- **Your goal**
The required result is the number of lines in this material containing the word "none". Write that number and no other text.

- **Data records**

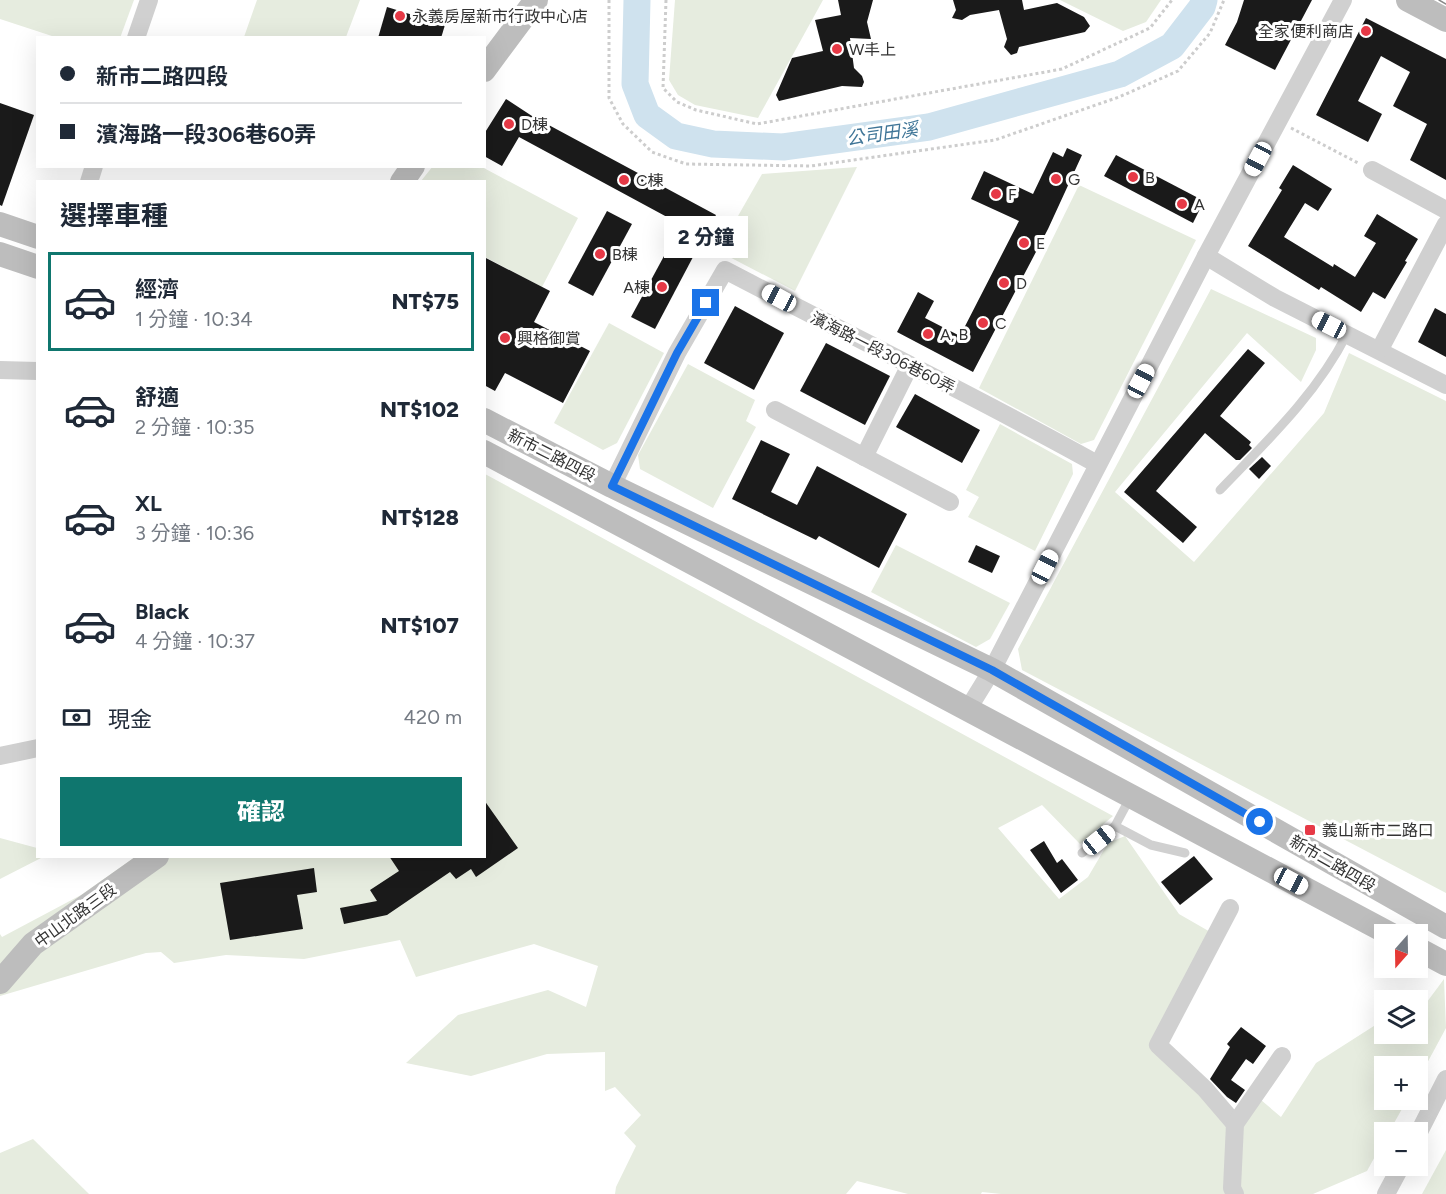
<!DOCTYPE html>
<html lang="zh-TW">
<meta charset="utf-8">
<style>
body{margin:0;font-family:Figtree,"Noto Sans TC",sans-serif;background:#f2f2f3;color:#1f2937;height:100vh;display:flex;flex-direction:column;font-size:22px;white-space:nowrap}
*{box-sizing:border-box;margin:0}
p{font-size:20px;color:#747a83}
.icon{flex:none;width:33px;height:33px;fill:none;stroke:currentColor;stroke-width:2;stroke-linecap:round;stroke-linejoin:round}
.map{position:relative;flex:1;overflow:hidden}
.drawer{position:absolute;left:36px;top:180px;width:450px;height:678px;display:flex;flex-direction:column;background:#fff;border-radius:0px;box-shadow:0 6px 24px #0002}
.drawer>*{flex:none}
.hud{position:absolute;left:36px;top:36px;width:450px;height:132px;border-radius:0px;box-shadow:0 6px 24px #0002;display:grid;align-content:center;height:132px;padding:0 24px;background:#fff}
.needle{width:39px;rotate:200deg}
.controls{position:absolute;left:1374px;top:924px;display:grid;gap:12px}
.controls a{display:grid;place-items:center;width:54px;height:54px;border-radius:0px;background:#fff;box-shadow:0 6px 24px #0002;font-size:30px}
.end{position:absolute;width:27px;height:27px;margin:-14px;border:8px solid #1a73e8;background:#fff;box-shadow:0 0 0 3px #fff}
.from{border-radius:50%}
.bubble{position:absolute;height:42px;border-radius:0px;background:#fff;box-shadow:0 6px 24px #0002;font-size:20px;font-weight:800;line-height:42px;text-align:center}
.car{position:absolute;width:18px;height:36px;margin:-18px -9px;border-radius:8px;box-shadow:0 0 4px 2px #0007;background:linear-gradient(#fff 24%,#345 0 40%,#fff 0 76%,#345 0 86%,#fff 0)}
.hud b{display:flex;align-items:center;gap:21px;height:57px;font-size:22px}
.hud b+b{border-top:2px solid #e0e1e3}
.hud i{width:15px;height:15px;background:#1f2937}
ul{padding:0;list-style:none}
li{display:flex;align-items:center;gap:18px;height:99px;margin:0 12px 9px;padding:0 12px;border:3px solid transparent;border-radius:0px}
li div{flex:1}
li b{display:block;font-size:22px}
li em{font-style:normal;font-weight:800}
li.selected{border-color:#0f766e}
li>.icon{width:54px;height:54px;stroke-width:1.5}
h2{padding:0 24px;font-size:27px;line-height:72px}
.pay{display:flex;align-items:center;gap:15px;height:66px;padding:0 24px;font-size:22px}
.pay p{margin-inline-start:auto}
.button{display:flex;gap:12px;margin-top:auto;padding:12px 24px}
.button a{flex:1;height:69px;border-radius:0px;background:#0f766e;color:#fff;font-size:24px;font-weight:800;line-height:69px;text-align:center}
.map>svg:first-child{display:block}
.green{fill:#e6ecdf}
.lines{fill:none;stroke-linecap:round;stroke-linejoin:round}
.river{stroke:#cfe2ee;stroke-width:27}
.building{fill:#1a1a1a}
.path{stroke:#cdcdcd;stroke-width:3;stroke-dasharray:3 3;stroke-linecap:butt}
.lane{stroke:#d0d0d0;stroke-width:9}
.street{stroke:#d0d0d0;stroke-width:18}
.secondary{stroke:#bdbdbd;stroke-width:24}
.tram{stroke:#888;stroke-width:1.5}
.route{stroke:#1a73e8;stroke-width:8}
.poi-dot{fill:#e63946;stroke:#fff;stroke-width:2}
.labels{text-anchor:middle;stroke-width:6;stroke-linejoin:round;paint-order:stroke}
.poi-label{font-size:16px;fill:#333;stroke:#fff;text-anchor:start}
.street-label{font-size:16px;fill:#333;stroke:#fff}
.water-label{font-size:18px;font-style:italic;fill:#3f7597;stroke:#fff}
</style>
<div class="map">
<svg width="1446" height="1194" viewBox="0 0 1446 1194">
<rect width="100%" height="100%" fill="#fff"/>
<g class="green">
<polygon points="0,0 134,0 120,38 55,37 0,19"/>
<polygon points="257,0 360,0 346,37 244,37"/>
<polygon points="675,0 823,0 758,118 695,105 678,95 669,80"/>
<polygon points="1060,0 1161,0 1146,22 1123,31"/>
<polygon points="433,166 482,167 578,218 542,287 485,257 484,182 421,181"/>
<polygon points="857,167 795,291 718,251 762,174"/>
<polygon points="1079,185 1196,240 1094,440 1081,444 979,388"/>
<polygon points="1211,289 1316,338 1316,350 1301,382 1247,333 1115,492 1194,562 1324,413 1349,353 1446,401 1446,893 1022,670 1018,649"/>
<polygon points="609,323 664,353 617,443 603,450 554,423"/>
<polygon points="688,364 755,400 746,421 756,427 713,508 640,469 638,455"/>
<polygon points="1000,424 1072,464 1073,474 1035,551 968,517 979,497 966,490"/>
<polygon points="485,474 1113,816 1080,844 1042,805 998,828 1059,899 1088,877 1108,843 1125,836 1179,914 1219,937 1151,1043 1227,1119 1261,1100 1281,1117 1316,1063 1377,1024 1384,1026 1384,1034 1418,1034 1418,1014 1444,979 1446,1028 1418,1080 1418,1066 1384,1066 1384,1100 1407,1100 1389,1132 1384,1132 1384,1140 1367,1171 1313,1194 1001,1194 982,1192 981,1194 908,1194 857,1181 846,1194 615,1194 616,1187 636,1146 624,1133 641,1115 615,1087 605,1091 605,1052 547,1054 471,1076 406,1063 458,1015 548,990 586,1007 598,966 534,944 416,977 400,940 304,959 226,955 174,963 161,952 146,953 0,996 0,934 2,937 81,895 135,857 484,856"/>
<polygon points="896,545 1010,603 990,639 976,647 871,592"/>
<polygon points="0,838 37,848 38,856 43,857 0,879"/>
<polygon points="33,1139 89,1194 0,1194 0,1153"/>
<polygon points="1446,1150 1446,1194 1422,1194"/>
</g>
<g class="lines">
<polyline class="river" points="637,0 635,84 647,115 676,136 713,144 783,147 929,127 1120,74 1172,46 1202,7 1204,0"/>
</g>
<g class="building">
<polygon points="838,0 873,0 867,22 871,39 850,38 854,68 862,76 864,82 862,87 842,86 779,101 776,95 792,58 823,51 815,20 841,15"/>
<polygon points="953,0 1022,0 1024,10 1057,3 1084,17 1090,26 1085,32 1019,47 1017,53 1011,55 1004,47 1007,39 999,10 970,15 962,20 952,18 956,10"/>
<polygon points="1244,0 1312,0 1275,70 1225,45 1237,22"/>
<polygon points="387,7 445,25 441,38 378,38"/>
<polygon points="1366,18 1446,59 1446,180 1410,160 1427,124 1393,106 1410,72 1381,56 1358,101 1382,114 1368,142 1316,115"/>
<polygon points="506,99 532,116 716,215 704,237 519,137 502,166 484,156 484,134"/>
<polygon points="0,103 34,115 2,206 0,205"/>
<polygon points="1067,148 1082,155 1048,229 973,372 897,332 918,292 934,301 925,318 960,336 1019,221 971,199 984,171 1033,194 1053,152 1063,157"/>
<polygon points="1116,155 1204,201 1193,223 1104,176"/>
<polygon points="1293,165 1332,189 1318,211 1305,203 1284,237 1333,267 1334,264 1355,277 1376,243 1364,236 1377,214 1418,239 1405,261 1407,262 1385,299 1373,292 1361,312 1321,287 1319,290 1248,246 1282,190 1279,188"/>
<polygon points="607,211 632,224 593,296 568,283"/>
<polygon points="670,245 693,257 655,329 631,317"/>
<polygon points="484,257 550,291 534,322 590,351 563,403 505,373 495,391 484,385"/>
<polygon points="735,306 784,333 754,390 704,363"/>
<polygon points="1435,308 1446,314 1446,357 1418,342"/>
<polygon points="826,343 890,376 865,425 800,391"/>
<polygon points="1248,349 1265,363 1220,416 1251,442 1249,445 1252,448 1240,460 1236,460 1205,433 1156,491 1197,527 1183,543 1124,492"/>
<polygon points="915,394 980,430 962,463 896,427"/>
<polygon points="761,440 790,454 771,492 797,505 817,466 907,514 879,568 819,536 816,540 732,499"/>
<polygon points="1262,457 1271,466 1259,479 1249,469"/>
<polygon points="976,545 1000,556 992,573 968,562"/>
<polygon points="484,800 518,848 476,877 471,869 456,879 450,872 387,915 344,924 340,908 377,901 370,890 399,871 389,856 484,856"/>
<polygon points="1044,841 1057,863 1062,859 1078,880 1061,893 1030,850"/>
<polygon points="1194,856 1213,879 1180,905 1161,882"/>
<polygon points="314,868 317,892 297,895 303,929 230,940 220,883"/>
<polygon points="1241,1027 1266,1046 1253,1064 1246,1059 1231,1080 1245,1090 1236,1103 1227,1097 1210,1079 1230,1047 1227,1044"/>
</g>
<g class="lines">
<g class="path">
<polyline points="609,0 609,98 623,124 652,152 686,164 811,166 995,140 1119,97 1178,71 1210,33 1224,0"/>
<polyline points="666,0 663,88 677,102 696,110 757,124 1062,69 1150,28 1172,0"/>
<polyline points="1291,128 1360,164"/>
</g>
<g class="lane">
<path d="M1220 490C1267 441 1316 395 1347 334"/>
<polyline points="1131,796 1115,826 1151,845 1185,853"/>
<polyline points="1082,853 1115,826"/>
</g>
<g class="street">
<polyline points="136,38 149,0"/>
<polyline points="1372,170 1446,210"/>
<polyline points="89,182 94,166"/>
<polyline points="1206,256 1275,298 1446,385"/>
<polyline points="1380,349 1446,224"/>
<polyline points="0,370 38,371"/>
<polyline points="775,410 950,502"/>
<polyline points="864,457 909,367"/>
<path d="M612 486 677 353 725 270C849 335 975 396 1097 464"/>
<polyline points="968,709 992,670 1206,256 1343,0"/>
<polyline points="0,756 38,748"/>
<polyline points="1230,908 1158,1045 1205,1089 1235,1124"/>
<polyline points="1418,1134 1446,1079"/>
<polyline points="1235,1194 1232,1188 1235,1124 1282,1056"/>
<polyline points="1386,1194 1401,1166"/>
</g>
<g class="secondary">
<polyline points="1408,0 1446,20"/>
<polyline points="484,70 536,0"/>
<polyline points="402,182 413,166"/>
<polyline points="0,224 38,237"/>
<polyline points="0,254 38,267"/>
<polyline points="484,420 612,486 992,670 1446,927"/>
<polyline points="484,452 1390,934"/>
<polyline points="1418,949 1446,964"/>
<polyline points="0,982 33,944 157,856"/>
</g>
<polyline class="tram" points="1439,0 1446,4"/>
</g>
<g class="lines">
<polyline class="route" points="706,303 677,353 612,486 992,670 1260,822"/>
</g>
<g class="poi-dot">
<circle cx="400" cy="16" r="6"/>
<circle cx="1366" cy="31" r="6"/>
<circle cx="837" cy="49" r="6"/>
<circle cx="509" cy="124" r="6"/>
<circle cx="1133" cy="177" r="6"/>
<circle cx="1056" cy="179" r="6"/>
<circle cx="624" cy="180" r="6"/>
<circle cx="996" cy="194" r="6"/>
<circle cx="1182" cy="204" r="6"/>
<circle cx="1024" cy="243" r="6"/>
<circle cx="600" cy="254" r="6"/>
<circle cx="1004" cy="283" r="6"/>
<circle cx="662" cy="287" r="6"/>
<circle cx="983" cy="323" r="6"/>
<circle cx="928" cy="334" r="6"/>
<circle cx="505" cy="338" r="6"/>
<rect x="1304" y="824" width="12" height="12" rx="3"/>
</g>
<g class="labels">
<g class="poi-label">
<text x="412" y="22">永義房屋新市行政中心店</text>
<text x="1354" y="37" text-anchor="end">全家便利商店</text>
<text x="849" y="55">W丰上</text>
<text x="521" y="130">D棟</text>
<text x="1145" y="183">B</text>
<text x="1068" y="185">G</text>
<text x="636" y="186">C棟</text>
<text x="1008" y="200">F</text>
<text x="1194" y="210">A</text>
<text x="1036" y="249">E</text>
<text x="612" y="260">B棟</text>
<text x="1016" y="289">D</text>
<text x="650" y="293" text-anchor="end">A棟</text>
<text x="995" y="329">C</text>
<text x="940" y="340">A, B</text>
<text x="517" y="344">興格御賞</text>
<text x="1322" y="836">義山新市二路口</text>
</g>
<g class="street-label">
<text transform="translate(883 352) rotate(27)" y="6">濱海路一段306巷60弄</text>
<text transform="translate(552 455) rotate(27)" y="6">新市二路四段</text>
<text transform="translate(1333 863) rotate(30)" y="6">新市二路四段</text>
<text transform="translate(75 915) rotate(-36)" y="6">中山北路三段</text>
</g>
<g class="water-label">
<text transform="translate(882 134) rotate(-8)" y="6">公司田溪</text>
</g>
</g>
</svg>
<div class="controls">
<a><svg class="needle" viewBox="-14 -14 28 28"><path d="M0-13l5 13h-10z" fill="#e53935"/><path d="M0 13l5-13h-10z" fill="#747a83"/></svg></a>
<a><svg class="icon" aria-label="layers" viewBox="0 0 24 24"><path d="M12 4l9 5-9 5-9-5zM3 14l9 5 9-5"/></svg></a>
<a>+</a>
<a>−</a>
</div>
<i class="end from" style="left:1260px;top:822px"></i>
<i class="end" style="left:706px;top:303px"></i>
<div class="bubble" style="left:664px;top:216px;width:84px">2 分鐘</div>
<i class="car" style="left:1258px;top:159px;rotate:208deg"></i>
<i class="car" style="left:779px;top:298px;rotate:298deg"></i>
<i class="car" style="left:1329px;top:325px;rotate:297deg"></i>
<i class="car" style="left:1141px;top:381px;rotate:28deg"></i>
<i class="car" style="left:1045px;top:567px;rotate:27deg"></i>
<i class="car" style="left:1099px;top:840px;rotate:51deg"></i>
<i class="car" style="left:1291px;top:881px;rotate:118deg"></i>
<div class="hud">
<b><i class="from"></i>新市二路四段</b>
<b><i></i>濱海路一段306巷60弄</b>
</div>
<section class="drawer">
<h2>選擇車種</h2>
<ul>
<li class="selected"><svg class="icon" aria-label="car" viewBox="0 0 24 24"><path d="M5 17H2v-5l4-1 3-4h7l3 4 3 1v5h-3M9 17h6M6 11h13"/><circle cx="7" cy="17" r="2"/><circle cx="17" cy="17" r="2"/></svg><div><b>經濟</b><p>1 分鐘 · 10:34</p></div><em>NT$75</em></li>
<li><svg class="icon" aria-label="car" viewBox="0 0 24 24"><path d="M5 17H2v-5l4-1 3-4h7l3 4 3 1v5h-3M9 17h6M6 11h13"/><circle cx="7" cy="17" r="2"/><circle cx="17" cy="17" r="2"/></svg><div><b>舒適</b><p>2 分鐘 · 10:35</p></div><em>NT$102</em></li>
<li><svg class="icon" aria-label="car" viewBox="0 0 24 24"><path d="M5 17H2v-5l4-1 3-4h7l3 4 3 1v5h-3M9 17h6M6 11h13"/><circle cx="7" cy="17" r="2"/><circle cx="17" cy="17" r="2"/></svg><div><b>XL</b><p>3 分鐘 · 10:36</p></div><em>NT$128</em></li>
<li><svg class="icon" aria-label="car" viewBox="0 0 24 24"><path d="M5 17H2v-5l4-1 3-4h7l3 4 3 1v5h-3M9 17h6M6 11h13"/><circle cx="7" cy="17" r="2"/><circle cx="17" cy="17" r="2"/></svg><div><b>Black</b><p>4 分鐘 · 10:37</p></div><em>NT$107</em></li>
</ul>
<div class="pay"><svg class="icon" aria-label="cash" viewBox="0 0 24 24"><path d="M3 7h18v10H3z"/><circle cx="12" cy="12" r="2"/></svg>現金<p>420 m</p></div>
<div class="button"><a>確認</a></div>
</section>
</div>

- **Answer section**
4